Article

Rates and previous disease history in old age suicide

Department of Biology, University of Oulu, Uleoborg, Northern Ostrobothnia, Finland
International Journal of Geriatric Psychiatry (Impact Factor: 3.09). 01/2007; 22(1):38-46. DOI: 10.1002/gps.1651
Source: PubMed

ABSTRACT Suicide rates in persons over 65 have been reported to be higher than those of younger age groups. Since the absolute number of suicides in the elderly is expected to rise, more precise ways to identify potential risk factors for elderly suicides are needed.
On the basis of forensic examinations suicide rates and methods in elderly Finns of northern Finland were compared with those of adults aged 18-64 years. Data from earlier illnesses of the suicide victims were scrutinized for records of multiple physical disorders.
Over the 15-year period the mean annual suicide rate per population of 100,000 was significantly lower in the elderly (22.5) than adults aged 18-64 years (38.4). A decrease in suicide rates over time occurred in both groups. Suicide methods among elderly were more often violent, and they were seldom under the influence of alcohol.
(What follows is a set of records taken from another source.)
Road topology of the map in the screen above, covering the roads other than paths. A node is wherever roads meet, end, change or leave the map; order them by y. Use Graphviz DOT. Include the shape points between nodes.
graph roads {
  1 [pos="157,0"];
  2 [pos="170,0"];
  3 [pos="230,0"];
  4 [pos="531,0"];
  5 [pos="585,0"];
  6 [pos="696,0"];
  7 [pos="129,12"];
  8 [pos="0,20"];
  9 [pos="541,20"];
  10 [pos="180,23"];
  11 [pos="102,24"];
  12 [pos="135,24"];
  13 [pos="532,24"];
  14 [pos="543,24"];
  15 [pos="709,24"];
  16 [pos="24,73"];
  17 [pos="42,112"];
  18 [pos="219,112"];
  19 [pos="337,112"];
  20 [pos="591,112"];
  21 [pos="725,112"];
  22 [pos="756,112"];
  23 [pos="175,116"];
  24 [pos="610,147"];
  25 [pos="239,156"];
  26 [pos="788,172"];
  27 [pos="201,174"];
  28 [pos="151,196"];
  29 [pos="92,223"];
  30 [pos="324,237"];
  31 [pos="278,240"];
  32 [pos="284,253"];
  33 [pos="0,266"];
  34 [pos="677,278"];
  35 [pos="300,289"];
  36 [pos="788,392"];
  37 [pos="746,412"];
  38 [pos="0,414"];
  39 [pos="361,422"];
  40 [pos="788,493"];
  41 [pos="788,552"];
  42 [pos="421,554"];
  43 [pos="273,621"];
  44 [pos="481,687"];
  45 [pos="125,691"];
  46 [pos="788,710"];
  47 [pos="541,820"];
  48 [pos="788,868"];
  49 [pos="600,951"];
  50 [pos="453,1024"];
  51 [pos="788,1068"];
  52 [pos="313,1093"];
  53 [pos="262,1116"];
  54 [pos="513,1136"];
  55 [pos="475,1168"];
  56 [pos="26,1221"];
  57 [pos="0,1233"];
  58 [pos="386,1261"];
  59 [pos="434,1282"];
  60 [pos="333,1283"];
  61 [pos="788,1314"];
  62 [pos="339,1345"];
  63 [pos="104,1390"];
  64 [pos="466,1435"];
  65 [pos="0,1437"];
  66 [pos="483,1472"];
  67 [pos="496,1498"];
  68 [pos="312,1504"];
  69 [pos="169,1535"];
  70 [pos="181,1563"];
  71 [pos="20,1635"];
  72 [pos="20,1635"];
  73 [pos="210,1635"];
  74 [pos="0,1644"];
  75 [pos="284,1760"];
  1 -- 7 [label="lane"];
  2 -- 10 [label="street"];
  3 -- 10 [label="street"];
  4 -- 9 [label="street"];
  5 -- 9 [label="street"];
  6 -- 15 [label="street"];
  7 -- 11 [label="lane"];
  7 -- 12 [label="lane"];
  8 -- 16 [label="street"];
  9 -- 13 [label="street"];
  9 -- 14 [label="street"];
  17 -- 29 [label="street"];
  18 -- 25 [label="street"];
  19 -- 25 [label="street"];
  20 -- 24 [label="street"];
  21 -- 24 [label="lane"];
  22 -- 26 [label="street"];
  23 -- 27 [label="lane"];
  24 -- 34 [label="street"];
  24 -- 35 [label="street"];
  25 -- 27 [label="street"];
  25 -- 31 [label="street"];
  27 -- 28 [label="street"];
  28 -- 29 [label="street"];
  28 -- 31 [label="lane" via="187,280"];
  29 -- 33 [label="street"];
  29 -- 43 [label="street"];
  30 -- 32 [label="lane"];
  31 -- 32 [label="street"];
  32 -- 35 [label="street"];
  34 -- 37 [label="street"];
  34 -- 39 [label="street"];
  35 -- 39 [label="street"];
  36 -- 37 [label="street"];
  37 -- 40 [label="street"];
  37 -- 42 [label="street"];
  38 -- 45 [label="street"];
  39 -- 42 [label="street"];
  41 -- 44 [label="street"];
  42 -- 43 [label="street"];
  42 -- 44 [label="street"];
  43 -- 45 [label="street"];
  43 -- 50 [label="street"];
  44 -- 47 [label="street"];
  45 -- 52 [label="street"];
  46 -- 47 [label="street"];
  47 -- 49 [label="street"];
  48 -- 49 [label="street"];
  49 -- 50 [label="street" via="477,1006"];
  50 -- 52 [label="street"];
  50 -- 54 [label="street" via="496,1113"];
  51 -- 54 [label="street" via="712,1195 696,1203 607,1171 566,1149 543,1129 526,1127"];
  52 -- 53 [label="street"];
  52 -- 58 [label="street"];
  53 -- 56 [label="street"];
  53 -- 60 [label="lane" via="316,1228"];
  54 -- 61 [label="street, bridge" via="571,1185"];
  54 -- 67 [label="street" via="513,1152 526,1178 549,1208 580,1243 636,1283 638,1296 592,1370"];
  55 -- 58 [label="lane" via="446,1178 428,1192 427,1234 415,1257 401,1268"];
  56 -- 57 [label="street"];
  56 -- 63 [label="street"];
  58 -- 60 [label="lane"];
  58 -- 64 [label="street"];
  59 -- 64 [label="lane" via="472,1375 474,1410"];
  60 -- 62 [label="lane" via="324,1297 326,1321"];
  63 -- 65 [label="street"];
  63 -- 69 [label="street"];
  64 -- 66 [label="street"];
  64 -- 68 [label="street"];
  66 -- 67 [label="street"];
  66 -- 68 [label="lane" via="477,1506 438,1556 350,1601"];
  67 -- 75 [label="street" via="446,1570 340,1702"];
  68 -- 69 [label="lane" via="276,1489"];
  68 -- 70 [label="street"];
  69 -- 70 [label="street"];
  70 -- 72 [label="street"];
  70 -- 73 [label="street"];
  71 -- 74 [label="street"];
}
They also had a high prevalence of previous hospital-treated depressive episodes and hospital-treated physical illnesses. A lifetime history of hospital-treated depression was more common among elderly victims who had received hospital treatment for genitourinary diseases, injuries or poisonings after their 50th birthday.
Our results from elderly suicide victims suggest an association between multiple physical illnesses and a history of depression. Especially, genitourinary diseases as well as hospital treatment due to injuries or poisonings were shown to associate with depression. Elderly Northern Finns showed lower suicide rates, and they decreased during the study period suggesting that active preventive measures against suicide are also feasible in the elderly.